MORGANTOWN, W.Va. - There isn't a lot to be said about West Virginia's offense through two games, the latest being a 16-7 loss to Oklahoma that saw a Dana Holgorsen offense finish with its lowest point total since a 30-6 loss to Colorado when he was an assistant at Texas Tech in 2006.

So, Holgorsen decided to do something about it on Thursday night, announcing on his radio show that Ford Childress will start Saturday's game against Georgia State.

"I accept full responsibility for seven points," said Holgorsen, whose team faces the Panthers (0-2) in a noon game televised on Root. "I don't care who we are playing, it's embarrassing. I've got the utmost respect for Bob and Mike Stoops, but that being said, seven points is embarrassing, and we need to fix it."

Only 19 teams have fewer touchdowns than the Mountaineers this season - and five of them have only played one game. Eight teams have played one game and scored more touchdowns.

WVU's opponent Saturday, a lowly Georgia State team that Jeff Sagarin's computer rankings say is the worst Football Bowl Subdivision team, has scored more touchdowns than WVU, as have Oregon's De'Anthony Thomas, Baylor's Lache Seastrunk and UCF's Storm Johnson.

"We've scored four touchdowns on the year," offensive coordinator Shannon Dawson said. "That's not acceptable."

Time will tell if Childress is the solution after not playing a snap in WVU's first two games.

"I feel like crap, honestly," Holgorsen said, not surprisingly, before springing the real shocker. "It goes back to the offense where we have the potential to better than we were last year. Does that mean we are better than last year, or are going to be better than last year? No. It just means we have the potential to be."
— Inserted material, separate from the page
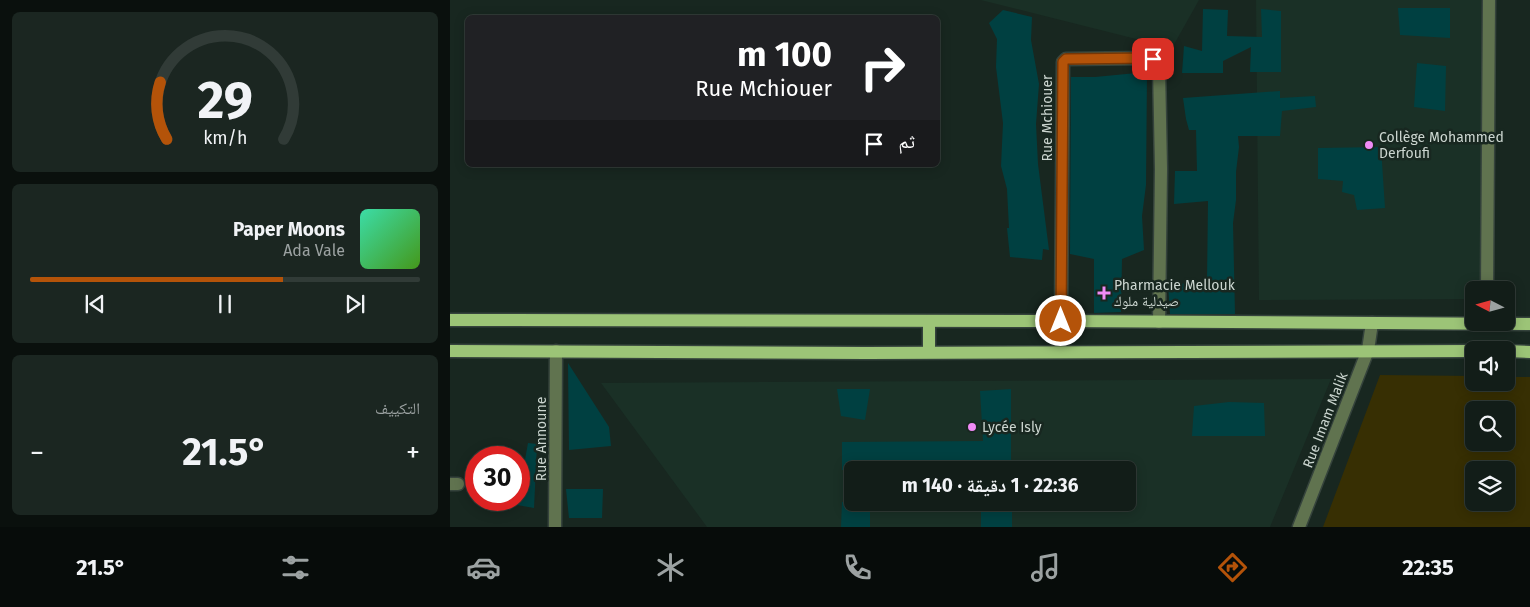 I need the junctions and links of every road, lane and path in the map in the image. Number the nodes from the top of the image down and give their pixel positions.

Those Mountaineers set every meaningful offensive record last season and players picked in the first, second and third rounds of the NFL Draft rewrote many records on their own. These Mountaineers could play three quarterbacks against the Panthers and will give three receivers their first career start.

WVU is very much a work in progress.

"We don't know when this team going to mesh," Dawson said. "We don't have any idea, but we are close. We really are."

Both coaches had said Paul Millard, the starting quarterback the first two games, Clint Trickett, the transfer from Florida State, and Childress, the redshirt freshman, will get into the game under ideal circumstances this week.

However, Holgorsen announced Thursday that Childress will make not just his first start, but also his collegiate debut. Only Millard and Trickett had practiced for the first two games. Childress had not taken meaningful snaps in practice since the middle of August. Holgorsen intimited that Childress will have the opportunity to play the whole game.

Junior college transfers Kevin White, Ronald Carswell and Mario Alford were atop the depth chart at their receiving positions earlier in the week. White and Carswell are outside receivers. White leads the team with seven receptions. Every one of his catches and 80 yards receiving came last week against the Sooners.

Carswell leads the team with 117 yards on five catches. He's had 69- and 33-yard receptions in the first two games, WVU's two longest passing plays this season, as well as the lone touchdown reception.

Alford is WVU's inside receiver. He has just two receptions for 11 yards, both last game, but both on the short touch pass that Geno Smith and Tavon Austin popularized the last two years.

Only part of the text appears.